Zij blijft evenwel van toepassing op steunaanvragen met betrekking tot de aanvraagjaren die vóór 1 januari 2021 ingaan.

De artikelen 17 en 19 van Verordening (EU) nr. 1307/2013, en bijlage I bij die verordening voor zover relevant voor Kroatië, blijven van toepassing tot en met 31 december 2021.

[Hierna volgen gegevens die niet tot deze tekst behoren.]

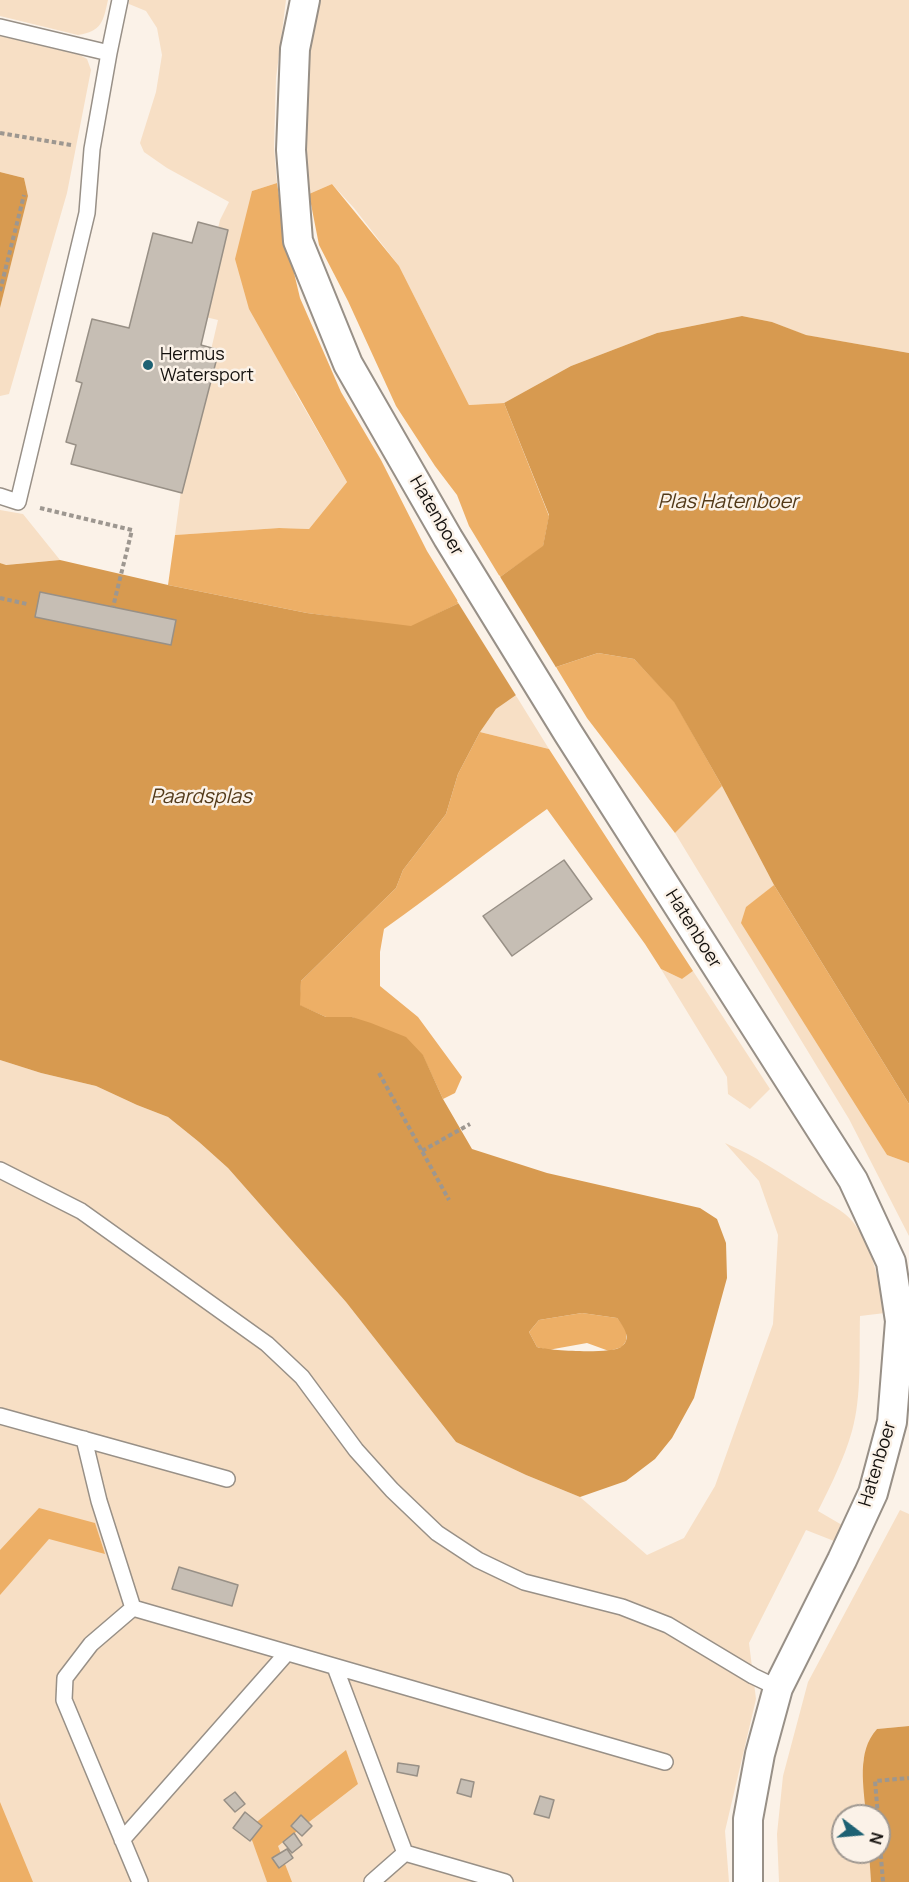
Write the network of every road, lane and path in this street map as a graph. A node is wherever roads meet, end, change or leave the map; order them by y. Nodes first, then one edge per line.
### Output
1 (120, 0) edge
2 (305, 0) edge
3 (0, 27) edge
4 (109, 53) junction
5 (0, 133) edge
6 (92, 149) junction
7 (24, 195) dead end
8 (0, 291) edge
9 (0, 496) edge
10 (18, 502) junction
11 (0, 598) edge
12 (27, 604) dead end
13 (113, 607) dead end
14 (379, 1073) dead end
15 (471, 1124) dead end
16 (422, 1151) junction
17 (0, 1170) edge
18 (449, 1200) dead end
19 (0, 1416) edge
20 (84, 1439) junction
21 (227, 1479) dead end
22 (133, 1608) junction
23 (286, 1654) junction
24 (334, 1667) junction
25 (777, 1688) junction
26 (664, 1762) dead end
27 (909, 1778) edge
28 (877, 1804) edge
29 (122, 1840) junction
30 (405, 1853) junction
31 (882, 1864) edge
32 (140, 1882) edge
33 (372, 1882) edge
34 (505, 1882) edge
35 (748, 1882) edge
36 (883, 1882) edge

1 - 4 lane
2 - 25 street, Hatenboer
3 - 4 lane
4 - 6 lane
5 - 6 path
6 - 10 lane
7 - 8 path
9 - 10 lane
10 - 13 path
11 - 12 path
14 - 16 path
15 - 16 path
16 - 18 path
17 - 25 lane
19 - 20 lane
20 - 21 lane
20 - 22 lane
22 - 23 lane
22 - 29 lane
23 - 24 lane
23 - 29 lane
24 - 26 lane
24 - 30 lane
25 - 35 street, Hatenboer
27 - 28 path
29 - 32 lane
30 - 33 lane
30 - 34 lane
31 - 36 path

Artikel 141 - Overgangsmaatregelen

De Commissie is bevoegd om overeenkomstig artikel 138 gedelegeerde handelingen vast te stellen die deze verordening aanvullen met maatregelen die nodig zijn om verworven rechten en het gewettigd vertrouwen van begunstigden te beschermen, voor zover dat nodig is om een vlotte overgang van de bij de Verordeningen (EU) nr. 1305/2013 en (EU) nr. 1307/2013 ingestelde regelingen naar die van de onderhavige verordening te vergemakkelijken. Die overgangsregels stellen meer in het bijzonder de voorwaarden vast waaronder door de Commissie overeenkomstig Verordening (EU) nr. 1305/2013 goedgekeurde steun kan worden geïntegreerd in steun uit hoofde van deze verordening, waaronder voor technische bijstand en voor de ex-post-evaluaties.

Artikel 142 - Inwerkingtreding en toepassing

Deze verordening treedt in werking op de [...] dag na die van de bekendmaking ervan in het Publicatieblad van de Europese Unie.

Deze verordening is verbindend in al haar onderdelen en is rechtstreeks toepasselijk in elke lidstaat.